Ky. counties rely on 911 translation services as diversity increases

Officials say they are seeing more emergency calls in Spanish and Burmese, and that translation services can interpret up to 150 different languages

James Mayse
Messenger-Inquirer, Owensboro, Ky.

OWENSBORO, Ky. — As Owensboro and Daviess County have become home to more diverse populations, the city-county 911 dispatch center has also seen an increase in the diversity of languages they are hearing on emergency calls.

While Spanish and Burmese are the foreign languages that dispatchers come in contact with the most, a variety of other languages are being heard on 911 calls. According to the dispatch center’s records, between January and October, dispatchers received calls in Portuguese, Rohingya, Russian, Somali, Swahili, Thai and Vietnamese, in addition to other languages spoken in Myanmar besides Burmese.

“The diversity of our county has changed and impacted the way we do business,” said Paul Nave, the dispatch center’s director. “The (purpose) of our occupation is getting help to everyone who calls … With that being said, there’s an obstacle, a huge obstacle, trying to understand someone who doesn’t speak English.”

Officials with the Owensboro Police Department and the Daviess County Sheriff’s Department said they also encounter individuals who can’t speak English during calls for service. OPD has a few officers who speak Spanish, but both agencies use the same translator services that dispatchers use when handling foreign language 911 calls.

“I have used it several times and it worked very good,” said Lt. Scott Wedding. “It’s a slow process. It’s probably three times slower than the average call you take.”

Nave said the dispatch center has two translation services it can use. When a call comes into the dispatcher in a foreign language, the dispatcher presses a button to connect with a translator, Nave said.

It’s not uncommon for people who have learned English as a second language to revert to their native language when calling 911, Nave said.

“Even if you can speak some English, when you’re stressed, you revert … because you’re comfortable with that language.”

The translator services can interpret 150 languages, Nave said. Dispatch takes 911 calls from children of non-English speakers because the children can translate for their parents.

“Sometimes we’ll still get the translator on the phone if we feel the child needs to be taken out of the equation,” Nave said.

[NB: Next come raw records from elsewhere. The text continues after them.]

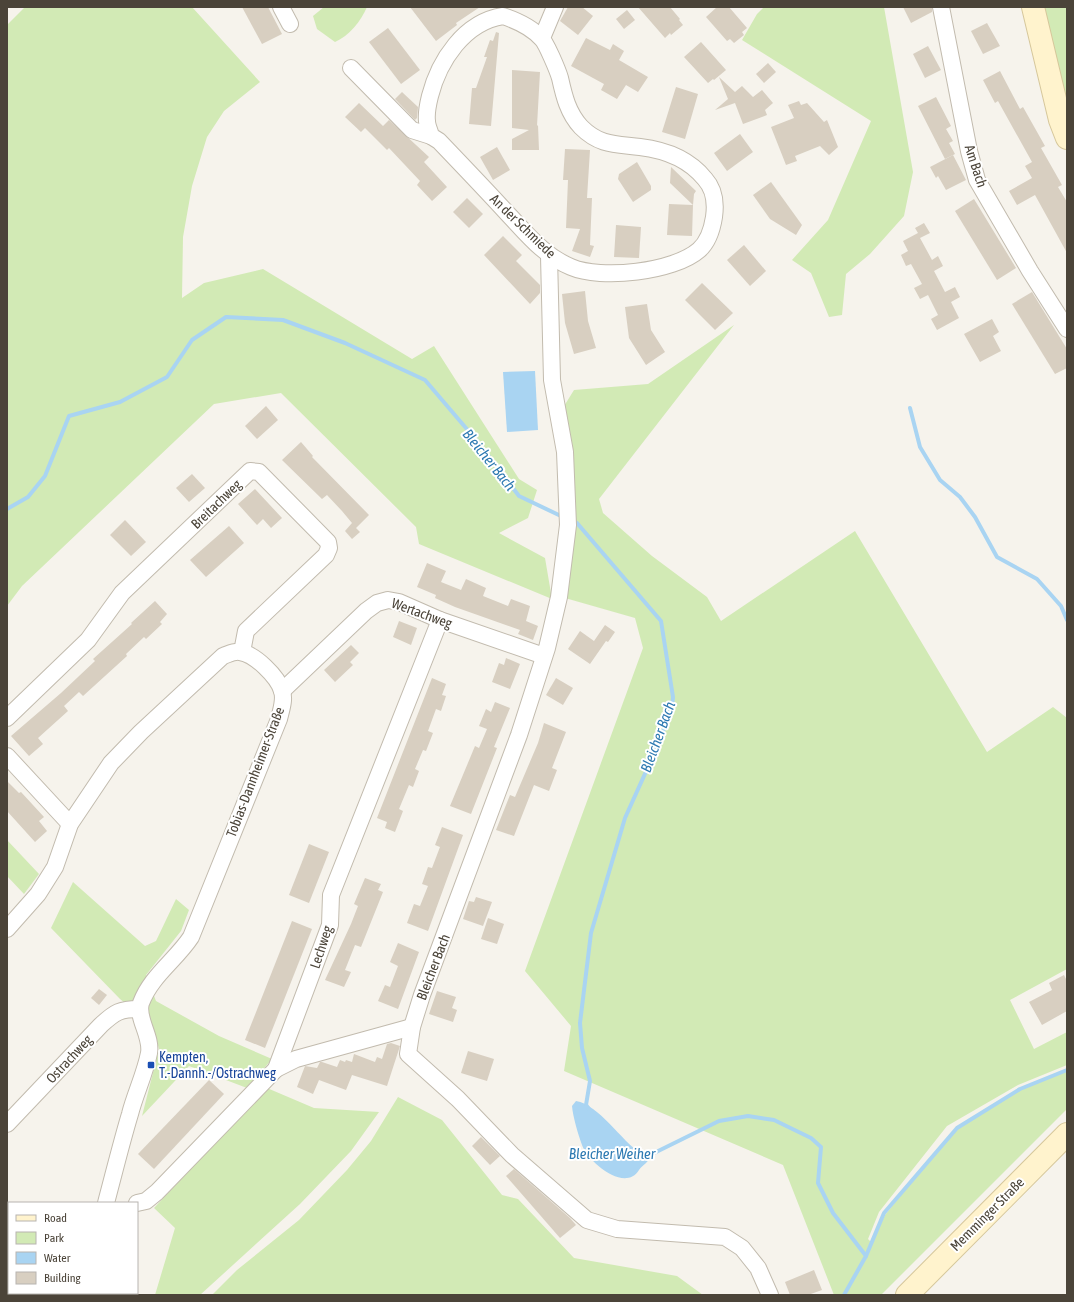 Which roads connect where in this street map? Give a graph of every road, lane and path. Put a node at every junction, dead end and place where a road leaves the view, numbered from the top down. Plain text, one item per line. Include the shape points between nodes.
1 (281, 7) edge
2 (555, 7) edge
3 (941, 7) edge
4 (1033, 7) edge
5 (290, 24) dead end
6 (542, 38) junction
7 (351, 68) dead end
8 (431, 136) junction
9 (1067, 138) edge
10 (549, 256) junction
11 (1067, 329) edge
12 (440, 620) junction
13 (242, 652) junction
14 (544, 656) junction
15 (282, 691) junction
16 (7, 718) edge
17 (7, 756) edge
18 (70, 824) junction
19 (7, 929) edge
20 (139, 1009) junction
21 (412, 1027) junction
22 (276, 1069) junction
23 (7, 1124) edge
24 (1067, 1134) edge
25 (106, 1202) edge
26 (138, 1203) edge
27 (770, 1295) edge
28 (906, 1295) edge

1 - 5 street
2 - 6 street
3 - 11 street, Am Bach via 977,180 1026,265
4 - 9 main road via 1060,120
6 - 8 street via 503,16 492,18 474,29 453,47 435,77 428,105 427,121
6 - 10 street, An der Schmiede via 559,75 571,114 581,127 596,139 612,145 640,147 678,157 694,166 707,181 715,196 716,208 709,238 698,251 677,263 652,271 590,272 573,268
7 - 8 street, An der Schmiede via 412,130
8 - 10 street, An der Schmiede via 439,141
10 - 14 street, Bleicher Bach via 552,380 565,452 567,518 559,597
12 - 14 street, Wertachweg
12 - 15 street, Wertachweg via 399,602 388,600 377,603
12 - 22 street, Lechweg via 331,895 330,926
13 - 15 street, Tobias-Dannheimer-Straße via 258,660 273,676
13 - 16 street, Breitachweg via 246,631 326,555 329,548 328,542 259,472 250,471 122,593 88,640
13 - 18 street via 232,652 223,656 141,732 111,763
14 - 21 street, Bleicher Bach via 519,735
15 - 20 street, Tobias-Dannheimer-Straße via 283,702 279,719 198,921 185,947 148,989
17 - 18 street
18 - 19 street via 55,867 38,894
20 - 23 street, Ostrachweg via 123,1009 113,1014
20 - 25 street via 149,1040 149,1052
21 - 22 street via 296,1059
21 - 27 street via 408,1054 458,1099 512,1155 587,1220 617,1230 724,1237 742,1248 758,1268
22 - 26 street, Lechweg via 157,1192 146,1201
24 - 28 main road, Memminger Straße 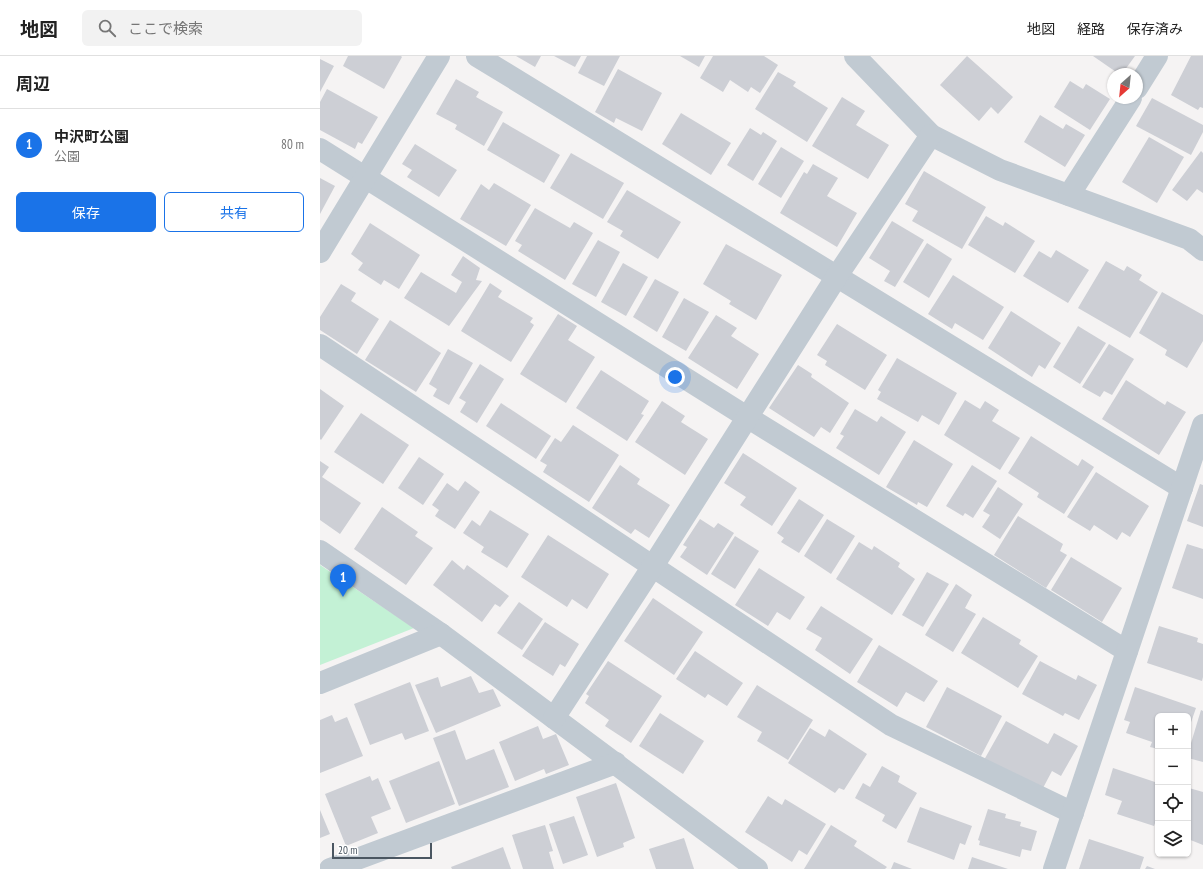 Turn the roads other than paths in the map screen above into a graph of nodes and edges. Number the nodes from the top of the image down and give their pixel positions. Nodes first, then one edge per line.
1 (439, 56) edge
2 (477, 56) edge
3 (856, 56) edge
4 (1157, 56) edge
5 (1143, 78) edge
6 (1127, 104) edge
7 (931, 135) junction
8 (320, 149) edge
9 (365, 177) junction
10 (1069, 195) junction
11 (1203, 250) edge
12 (320, 252) edge
13 (837, 276) junction
14 (320, 345) edge
15 (747, 417) junction
16 (1203, 425) edge
17 (1182, 488) junction
18 (320, 550) edge
19 (653, 566) junction
20 (441, 634) junction
21 (1127, 651) junction
22 (320, 683) edge
23 (554, 718) junction
24 (616, 763) junction
25 (1073, 813) junction
26 (330, 869) edge
27 (757, 869) edge
28 (1054, 869) edge

1 - 9 street
2 - 13 street
3 - 7 street
4 - 5 street
6 - 10 street
7 - 10 street
7 - 13 street
8 - 9 street
9 - 12 street
9 - 15 street
10 - 11 street
13 - 15 street
13 - 17 street
14 - 19 street
15 - 19 street
15 - 21 street
16 - 17 street
17 - 21 street
18 - 20 street
19 - 23 street
19 - 25 street
20 - 22 street
20 - 23 street
21 - 25 street
23 - 24 street
24 - 26 street
24 - 27 street
25 - 28 street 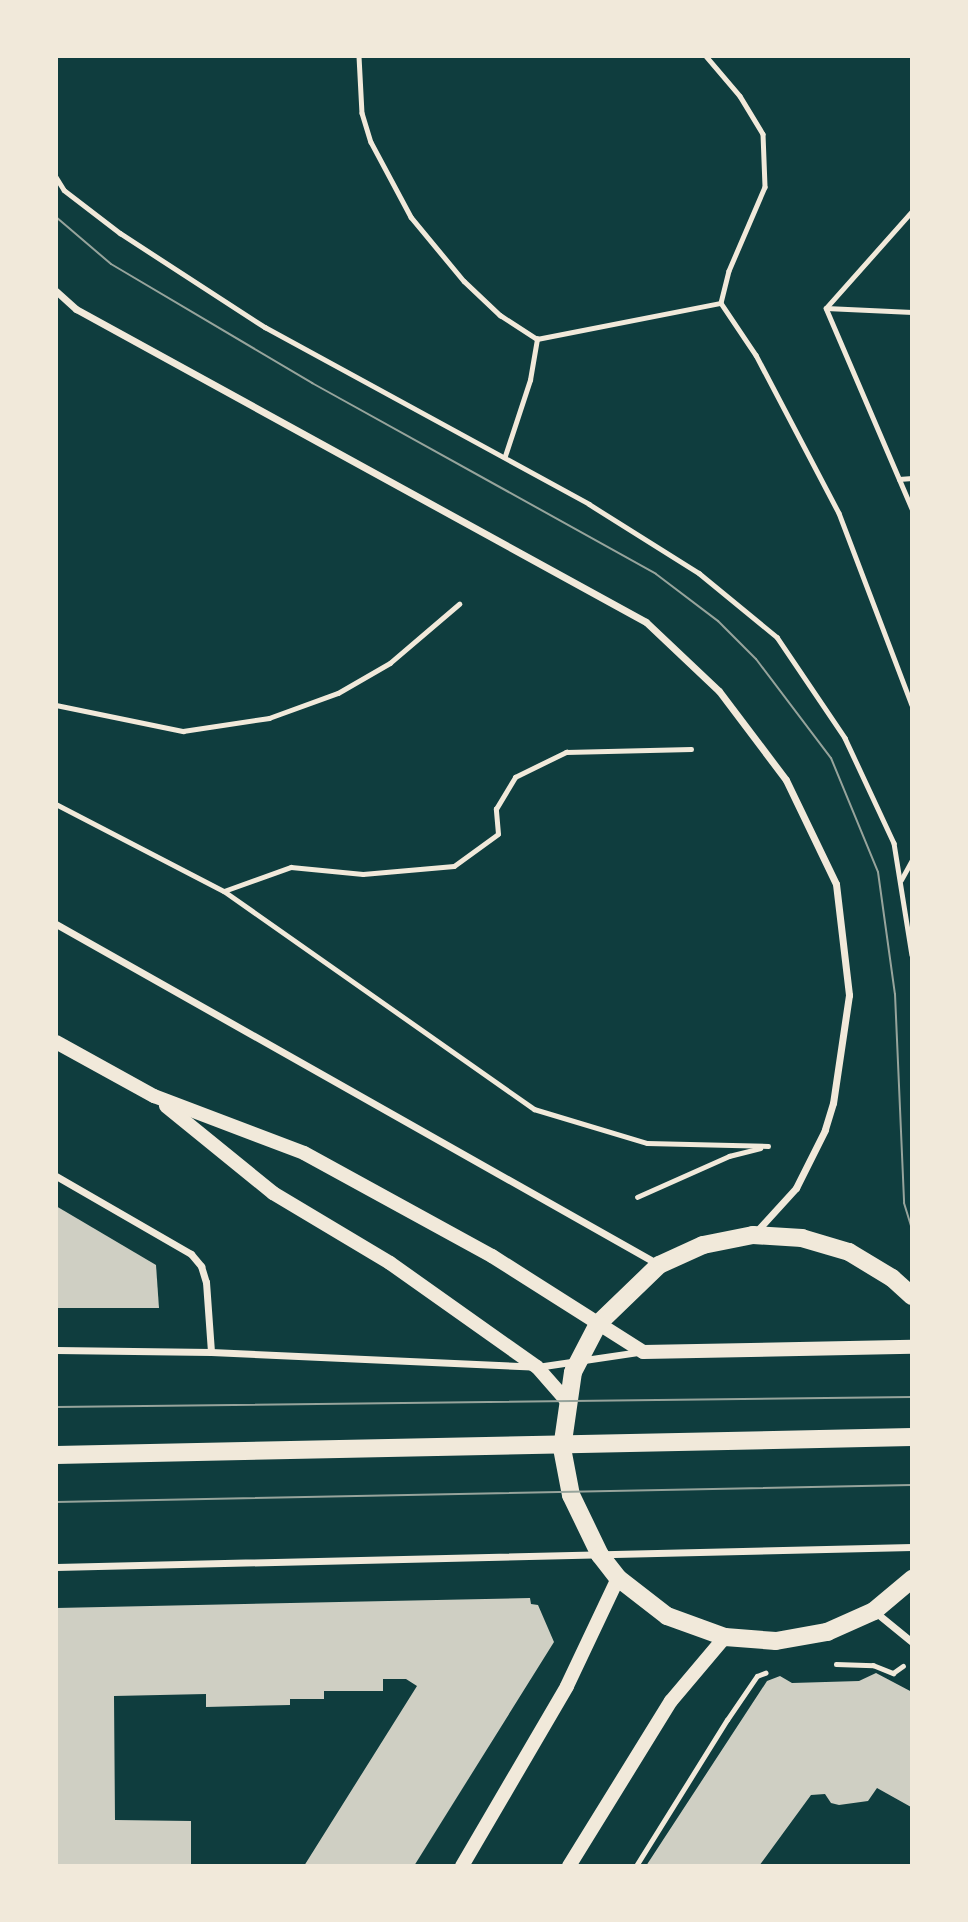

Officers in the field on calls with non-English speakers will connect to the translator service through dispatch, with the translator listening over the officer’s phone, Nave said.

Officer Andrew Boggess, public information officer for ODP, said the department will send an officer who speaks Spanish to assist on a call for service if one of its Spanish speakers is on duty but will otherwise use the language line.

Having a few Spanish speakers on the department “is a much easier resource, depending on the shift” than using the language line, Boggess said. OPD officers encounter people who don’t speak English on calls “fairly regularly,” he said.

“For what it is, it works well,” Boggess said.

Wedding said the sheriff’s office would rather use the language line than rely on an English speaker on site during a call because the language line is more reliable for officers.

“In the past, before we had (the service) we had to use neighbors or family” who could translate, Wedding said. But when a neighbor or relative would translate “we didn’t know … if the correct word was being shared.” In those cases, “you’re hoping the exact wordage is being communicated,” he said.

“With (the translator service), you’re dealing with professionals,” Wedding said.

The sheriff’s office encounters people who don’t speak English regularly, either in the county or when serving court papers in the city.

Nave said: “there’s an inherent delay” in using the translator service. “There’s the time to get the translator on the phone” and then for the translator and dispatcher to go back and forth asking questions and relaying information.

“We can’t send anyone until we know their location and what their emergency is,” Nave said. But the service has worked well for dispatch.

The translators “are trained in getting the information we need,” Nave said. “They are trained in relaying that information and relaying it to the caller. It takes a special person to be a dispatcher, and it takes a special person to hear a person in a life-or-death situation.”

Nave said he anticipates dispatch will rely more on the translator services in the future.

“The language diversity is only going to increase as time goes on, based on what is occurring today.”